Mit dem Lauf der Zeit hat man die meisten Gebiete der Pixelwelt zumindest teilweise besucht und auch das Grundprinzip der verschiedenen Aufträge durchblickt. Die vorab definierten sowie die zufällig vom Spiel generierten Aufträge sind zwar von der Qualität erstaunlich hoch, führen aber nach einer gewissen Zeit dazu, dass man zum Fließbandarbeiter mutiert und versucht diese mit möglichst geringen Energieaufwand abzuarbeiten. Ich habe mich selbst dabei ertappt, dass ich oftmals zwei oder drei Stunden am Stück damit verbracht habe mittels Schnellreisefunktion und etlichen Heiltränke die verschiedensten Aufgaben im Akkord abzuarbeiten um möglichst schnell den Level meines Helden zu steigern. Ob es wirklich erforderlich war kann ich nicht sagen, da einfach der Bezug fehlt. Nach der Einführungsphase steht es dem Spieler offen wohin er wann geht und auch was er erledigen möchte. Ist man zu schwach stirbt man, ist man zu stark ist es ein reiner Durchmarsch. Es gibt keine Visualisierung ob man man den für das Gebiet passenden Level hat und somit verliert man auch das Gefühl wie weit fortgeschritten der eigenen Held ist. Hat man zuviel Zeit mit Nebenaufträgen verbracht oder ist der Held noch zu schwach für den nächsten Abschnitt der Hauptgeschichte? Dafür gibt es keinen Indikator, es gibt nur das Friss oder Stirb Prinzip und dieses ist manchmal eher frustrierend als motivierend.

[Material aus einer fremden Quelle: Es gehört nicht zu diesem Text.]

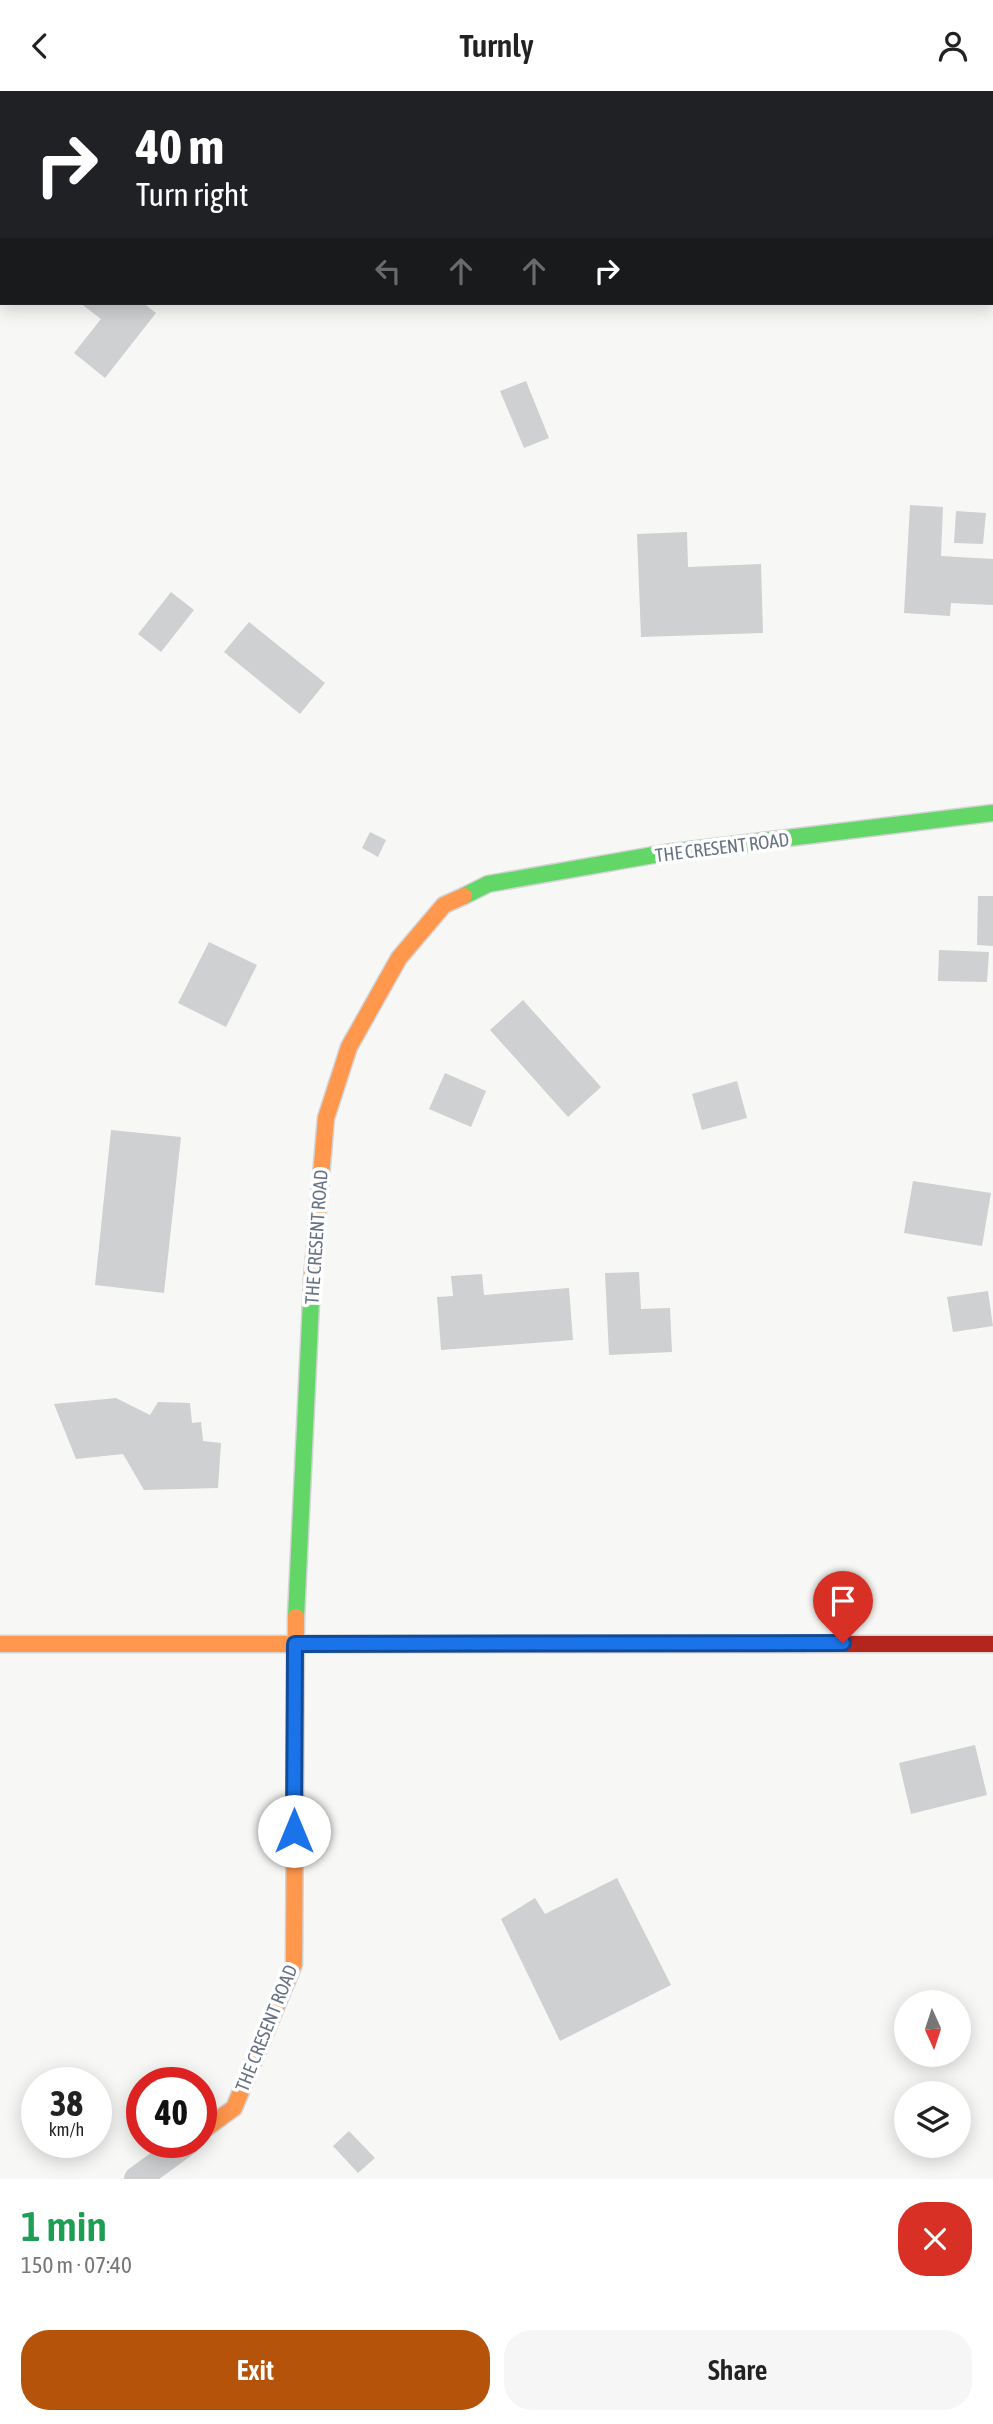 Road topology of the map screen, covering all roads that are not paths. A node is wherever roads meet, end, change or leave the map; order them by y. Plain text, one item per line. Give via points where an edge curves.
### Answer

Die unendliche Anzahl an Aufträgen, die Unsicherheit ob man gut genug für die anstehenden Herausforderungen ist und die grundlegende Langsamkeit des Titels sorgen zar für eine deutlich längere Spielzeit als geradlinigere Spiele, aber leider auch manchmal zu einer gewissen Langeweile und auch Frust. Dies ist vermutlich auch der Grund warum man Skyrim als Perfektionist (Stichwort: Hallo leere Auftragsübersicht!) eher in wohldosierter Menge konsumieren sollte und nicht versuchen sollte alles am Stück zu erleben. Skyrim ist gut, ein etwas straffer durchgezogenes Skyrim mit weniger Zufallsaufträgen wäre jedoch besser. Ich für meinen Teil habe meine persönliche Dosis von Himmelsrand in den letzten Tagen wieder einmal erreicht und setze die nächsten 720 Stunden aus, aber danach beendet ich die Hauptstory. Zumindest nehme ich es mir vor, genauso wie ich es mir vor den letzten drei Spielpausen vorgenommen habe.